Pericles daba por supuesto lo que más asombraría a alguien actualmente. Los jefes de los jóvenes guerreros eran representados artísticamente casi desnudos, con sus cuerpos sin ropa protegidos sólo por escudos y lanzas. En la ciudad, los jóvenes luchaban desnudos en el gimnasio; las ropas sueltas que los hombres llevaban por la calle y en los lugares públicos dejaban al descubierto sus cuerpos. Como ha señalado el historiador del arte Kenneth Clark, entre los antiguos griegos un cuerpo desnudo indicaba la presencia de una persona fuerte, más que vulnerable, y civilizada5. Al inicio de su relato de la guerra del Peloponeso, por ejemplo, Tucídides describe el progreso de la civilización hasta el estallido de la guerra. Como signo de este progreso señala que los espartanos «fueron los primeros en participar desnudos en los juegos, en despojarse de sus ropas en público», mientras que, entre los barbaroi, muchos seguían cubriéndose los genitales cuando participaban en público en los juegos. (Barbaroi puede traducirse como «extranjeros» y como «bárbaros»6.) El griego civilizado había convertido su cuerpo descubierto en un objeto de admiración.

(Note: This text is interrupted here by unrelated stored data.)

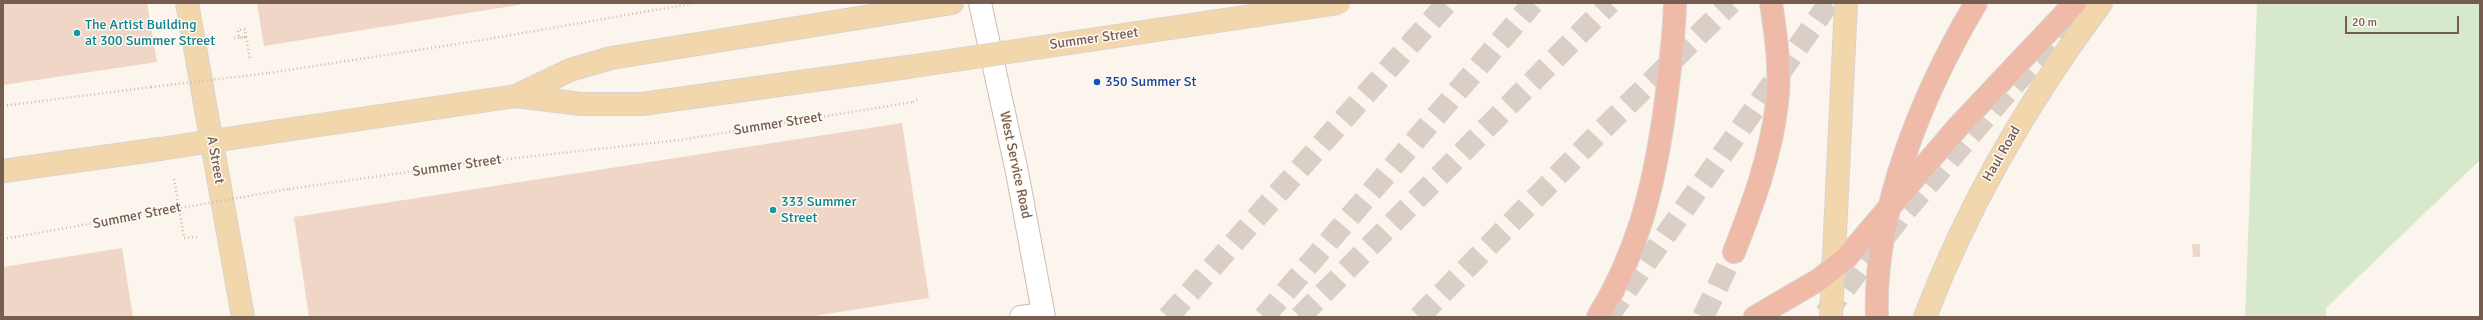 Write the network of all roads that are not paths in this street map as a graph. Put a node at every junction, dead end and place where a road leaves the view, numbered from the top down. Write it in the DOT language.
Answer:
graph roads {
  1 [pos="187,3"];
  2 [pos="952,3"];
  3 [pos="1339,3"];
  4 [pos="1675,3"];
  5 [pos="1771,3"];
  6 [pos="1846,3"];
  7 [pos="1976,3"];
  8 [pos="2075,3"];
  9 [pos="2101,3"];
  10 [pos="981,8"];
  11 [pos="516,96"];
  12 [pos="3,171"];
  13 [pos="1891,206"];
  14 [pos="1734,252"];
  15 [pos="1833,270"];
  16 [pos="1044,316"];
  17 [pos="243,317"];
  18 [pos="1020,317"];
  19 [pos="1598,317"];
  20 [pos="1755,317"];
  21 [pos="1831,317"];
  22 [pos="1877,317"];
  23 [pos="1925,317"];
  1 -- 17 [label="main road, A Street"];
  2 -- 11 [label="main road, Summer Street"];
  3 -- 11 [label="main road, Summer Street, bridge"];
  4 -- 19 [label="highway"];
  5 -- 14 [label="highway"];
  6 -- 15 [label="main road"];
  7 -- 13 [label="highway"];
  8 -- 13 [label="highway"];
  9 -- 23 [label="main road, Haul Road"];
  10 -- 16 [label="street, West Service Road"];
  11 -- 12 [label="main road, Summer Street, bridge"];
  13 -- 15 [label="highway"];
  13 -- 22 [label="highway"];
  15 -- 20 [label="highway"];
  15 -- 21 [label="main road"];
  16 -- 18 [label="street"];
}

Para el antiguo ateniense, la exhibición de su cuerpo afirmaba su dignidad como ciudadano. La democracia ateniense daba gran importancia a que los ciudadanos expusieran sus opiniones, al igual que como hombres exponían sus cuerpos. Estos actos recíprocos de descubrimiento tenían por objeto estrechar aún más los lazos entre los ciudadanos. Hoy en día podríamos denominar ese lazo «relación masculina». Los atenienses se tomaban esa relación literalmente. En la antigua Grecia, las mismas palabras que se utilizaban para expresar el amor erótico a otro hombre podían emplearse para expresar su vínculo con la ciudad. El político deseaba aparecer como amante o como guerrero.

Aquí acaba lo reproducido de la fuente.